Pluto_servo is an emc2 driver and associated firmware that allow the Pluto-P board to be used to control a servo-based CNC machine. The Pluto-P is an inexpensive ($60) FPGA board featuring the ACEX1K chip from Altera. Pluto_servo will be released under the terms of the GNU General Public License version 2. The pluto_servo system is suitable for control of a 4-axis CNC mill, a 3-axis mill with PWM spindle control, a lathe with spindle encoder, etc.
I have been working with Chris to switch from software PWM generation and encoder counting to the Pluto for his CNC lathe retrofit (he's still using his L298-based PWM servo amplifier, similar to the one shown here). The road has been a little rocky, but a version of pluto_servo has landed in emc2's CVS. You can read some more documentation and the manual page. Unfortunately, the pinout of the current firmare is special-purpose for Chris's lathe, and the corresponding verilog files aren't in CVS--in fact, the corresponding files are probably lost because I've edited the source code since that firmware was generated. For this reason, the current versions of pluto_servo_rbf.h are not GPL software and are not redistributable.
When it comes to running the X and Y axes, Chris reports that slow moves are smooth and nearly silent (thanks to the high-speed PWM) and resolution is much better than when he was using the quadrature divider.
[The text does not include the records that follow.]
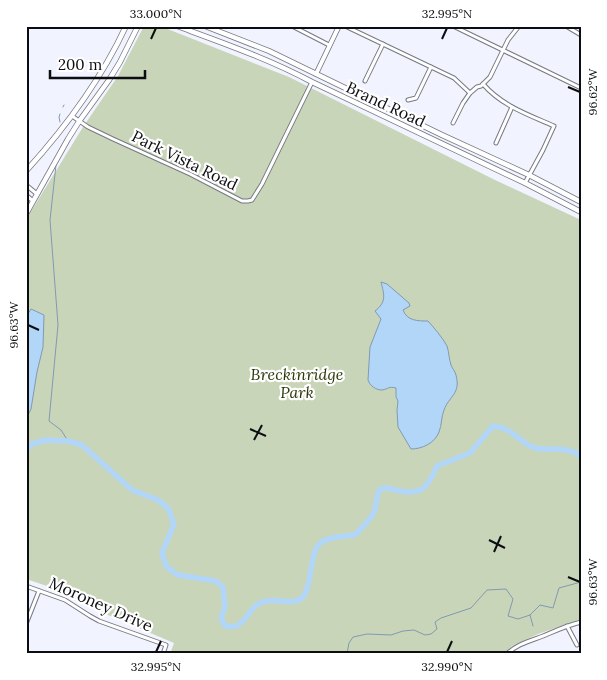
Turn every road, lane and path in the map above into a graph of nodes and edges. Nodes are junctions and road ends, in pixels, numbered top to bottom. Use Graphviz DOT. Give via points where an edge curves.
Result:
graph roads {
  1 [pos="126,26"];
  2 [pos="138,26"];
  3 [pos="178,26"];
  4 [pos="205,26"];
  5 [pos="292,26"];
  6 [pos="339,26"];
  7 [pos="345,26"];
  8 [pos="453,26"];
  9 [pos="520,26"];
  10 [pos="566,26"];
  11 [pos="581,35"];
  12 [pos="235,37"];
  13 [pos="382,44"];
  14 [pos="329,45"];
  15 [pos="232,47"];
  16 [pos="503,50"];
  17 [pos="431,67"];
  18 [pos="316,74"];
  19 [pos="365,81"];
  20 [pos="312,82"];
  21 [pos="483,84"];
  22 [pos="581,88"];
  23 [pos="470,93"];
  24 [pos="408,100"];
  25 [pos="512,107"];
  26 [pos="72,116"];
  27 [pos="80,120"];
  28 [pos="453,123"];
  29 [pos="496,143"];
  30 [pos="26,171"];
  31 [pos="529,176"];
  32 [pos="525,183"];
  33 [pos="26,185"];
  34 [pos="37,194"];
  35 [pos="26,195"];
  36 [pos="33,201"];
  37 [pos="581,202"];
  38 [pos="581,212"];
  39 [pos="26,214"];
  40 [pos="26,586"];
  41 [pos="39,591"];
  42 [pos="581,622"];
  43 [pos="26,624"];
  44 [pos="567,626"];
  45 [pos="577,645"];
  46 [pos="163,654"];
  47 [pos="507,654"];
  1 -- 26 [label="main road" via="91,91"];
  2 -- 27 [label="main road" via="109,80"];
  3 -- 15 [label="main road, Brand Road"];
  4 -- 12 [label="main road, Brand Road"];
  5 -- 14 [label="street"];
  6 -- 14 [label="street"];
  7 -- 13 [label="street"];
  8 -- 16 [label="street"];
  9 -- 16 [label="street"];
  10 -- 11 [label="street"];
  12 -- 15 [label="main road"];
  12 -- 18 [label="main road, Brand Road"];
  13 -- 17 [label="street"];
  13 -- 19 [label="street"];
  14 -- 18 [label="street"];
  15 -- 20 [label="main road, Brand Road"];
  16 -- 21 [label="street"];
  16 -- 22 [label="street"];
  17 -- 23 [label="street" via="454,78"];
  17 -- 24 [label="street" via="416,98"];
  18 -- 20 [label="main road"];
  18 -- 31 [label="main road, Brand Road"];
  20 -- 27 [label="street, Park Vista Road" via="264,182 248,201 242,201 88,127"];
  20 -- 32 [label="main road, Brand Road"];
  21 -- 23 [label="street"];
  21 -- 25 [label="street"];
  23 -- 28 [label="street"];
  25 -- 29 [label="street"];
  25 -- 31 [label="street" via="554,126"];
  26 -- 27 [label="street, Park Vista Road"];
  26 -- 30 [label="main road"];
  27 -- 34 [label="main road"];
  31 -- 32 [label="street"];
  31 -- 37 [label="main road, Brand Road"];
  32 -- 38 [label="main road, Brand Road"];
  33 -- 34 [label="street"];
  34 -- 36 [label="main road"];
  35 -- 36 [label="street"];
  36 -- 39 [label="main road"];
  40 -- 41 [label="street, Moroney Drive"];
  41 -- 43 [label="street"];
  41 -- 46 [label="street, Moroney Drive" via="65,600 99,621 166,645"];
  42 -- 44 [label="street"];
  44 -- 45 [label="street"];
  44 -- 47 [label="street" via="517,646"];
}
I assume that the GUI is also somewhat more responsive without anything running in the fast thread, though he hasn't mentioned any difference. (He's said on IRC "if the machine seems at all slower while emc is running, I complain", so I bet he was already using as big (slow) a BASE_PERIOD as he could)
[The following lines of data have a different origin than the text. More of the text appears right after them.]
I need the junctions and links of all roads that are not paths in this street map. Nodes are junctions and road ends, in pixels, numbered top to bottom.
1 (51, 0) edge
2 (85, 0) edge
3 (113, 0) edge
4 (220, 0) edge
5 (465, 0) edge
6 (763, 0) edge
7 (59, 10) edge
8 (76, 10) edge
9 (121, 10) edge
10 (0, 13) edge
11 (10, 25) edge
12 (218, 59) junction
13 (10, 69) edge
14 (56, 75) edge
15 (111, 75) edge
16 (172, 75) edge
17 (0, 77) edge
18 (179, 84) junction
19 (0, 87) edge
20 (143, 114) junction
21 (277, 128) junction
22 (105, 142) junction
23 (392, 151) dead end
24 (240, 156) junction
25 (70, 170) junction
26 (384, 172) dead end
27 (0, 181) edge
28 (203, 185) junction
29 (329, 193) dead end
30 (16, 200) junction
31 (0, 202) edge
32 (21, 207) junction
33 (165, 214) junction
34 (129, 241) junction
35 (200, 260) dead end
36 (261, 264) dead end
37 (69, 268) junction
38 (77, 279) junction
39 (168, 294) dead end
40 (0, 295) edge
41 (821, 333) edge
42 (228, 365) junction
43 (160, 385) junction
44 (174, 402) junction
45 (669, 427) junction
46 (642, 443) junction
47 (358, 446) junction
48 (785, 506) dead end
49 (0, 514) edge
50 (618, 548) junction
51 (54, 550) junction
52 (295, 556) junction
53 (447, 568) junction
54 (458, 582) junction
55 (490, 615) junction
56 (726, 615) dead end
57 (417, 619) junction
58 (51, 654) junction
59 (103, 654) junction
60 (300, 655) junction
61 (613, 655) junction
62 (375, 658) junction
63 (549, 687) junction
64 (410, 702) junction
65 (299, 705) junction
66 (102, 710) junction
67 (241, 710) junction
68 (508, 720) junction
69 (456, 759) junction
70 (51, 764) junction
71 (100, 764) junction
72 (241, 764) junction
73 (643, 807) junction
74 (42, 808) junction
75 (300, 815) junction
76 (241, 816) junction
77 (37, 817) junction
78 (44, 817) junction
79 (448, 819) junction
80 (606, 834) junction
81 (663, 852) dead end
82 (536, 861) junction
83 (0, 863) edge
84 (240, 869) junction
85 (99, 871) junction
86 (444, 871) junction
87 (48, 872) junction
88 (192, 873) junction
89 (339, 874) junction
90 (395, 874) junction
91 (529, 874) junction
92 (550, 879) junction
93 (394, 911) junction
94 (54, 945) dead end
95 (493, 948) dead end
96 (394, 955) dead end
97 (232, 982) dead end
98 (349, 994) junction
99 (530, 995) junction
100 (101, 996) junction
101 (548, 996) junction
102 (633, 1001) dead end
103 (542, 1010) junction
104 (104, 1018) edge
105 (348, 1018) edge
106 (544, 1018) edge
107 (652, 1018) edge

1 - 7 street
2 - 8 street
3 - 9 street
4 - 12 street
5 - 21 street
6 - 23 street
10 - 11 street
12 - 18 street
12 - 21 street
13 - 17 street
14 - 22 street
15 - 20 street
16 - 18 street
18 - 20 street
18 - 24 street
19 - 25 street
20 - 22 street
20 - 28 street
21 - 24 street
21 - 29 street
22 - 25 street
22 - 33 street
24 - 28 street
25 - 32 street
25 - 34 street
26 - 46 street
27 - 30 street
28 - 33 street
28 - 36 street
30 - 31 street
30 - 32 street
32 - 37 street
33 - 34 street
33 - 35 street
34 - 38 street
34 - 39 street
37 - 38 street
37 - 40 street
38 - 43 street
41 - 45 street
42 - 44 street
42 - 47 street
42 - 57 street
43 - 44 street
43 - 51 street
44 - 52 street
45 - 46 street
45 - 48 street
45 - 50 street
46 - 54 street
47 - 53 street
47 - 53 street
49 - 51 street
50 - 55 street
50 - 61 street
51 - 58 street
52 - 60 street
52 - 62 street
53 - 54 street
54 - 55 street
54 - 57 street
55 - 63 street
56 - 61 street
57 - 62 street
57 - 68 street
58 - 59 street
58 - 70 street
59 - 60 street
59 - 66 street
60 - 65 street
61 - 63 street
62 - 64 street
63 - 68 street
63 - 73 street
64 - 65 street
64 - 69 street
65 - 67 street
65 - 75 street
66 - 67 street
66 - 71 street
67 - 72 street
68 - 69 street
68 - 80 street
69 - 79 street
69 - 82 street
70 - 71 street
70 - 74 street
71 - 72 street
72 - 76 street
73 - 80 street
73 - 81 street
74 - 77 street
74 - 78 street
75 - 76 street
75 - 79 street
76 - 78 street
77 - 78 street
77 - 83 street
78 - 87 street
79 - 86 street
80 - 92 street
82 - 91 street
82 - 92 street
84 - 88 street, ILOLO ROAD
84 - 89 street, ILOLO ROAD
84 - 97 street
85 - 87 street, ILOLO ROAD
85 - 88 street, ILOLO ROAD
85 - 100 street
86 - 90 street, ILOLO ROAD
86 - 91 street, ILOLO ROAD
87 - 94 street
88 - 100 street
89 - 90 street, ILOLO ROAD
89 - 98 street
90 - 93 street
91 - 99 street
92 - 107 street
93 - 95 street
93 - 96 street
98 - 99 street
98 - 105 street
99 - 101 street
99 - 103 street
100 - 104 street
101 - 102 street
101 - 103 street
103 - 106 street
Somewhere in there we lost a week of time because we believed we'd fried the only pluto-p board we had at the time, but it turned out that we were working with a bad firmware file, even though we also went back to what we thought was a known-good backup version. The pluto module and the parallel port are both fine, even after we had a parallel port pin and an FPGA pin both driving the same wire, something which resulted in the FPGA's VCC rising to 4V. When some other weird behavior appeared at the same time, we assumed it was hardware damage.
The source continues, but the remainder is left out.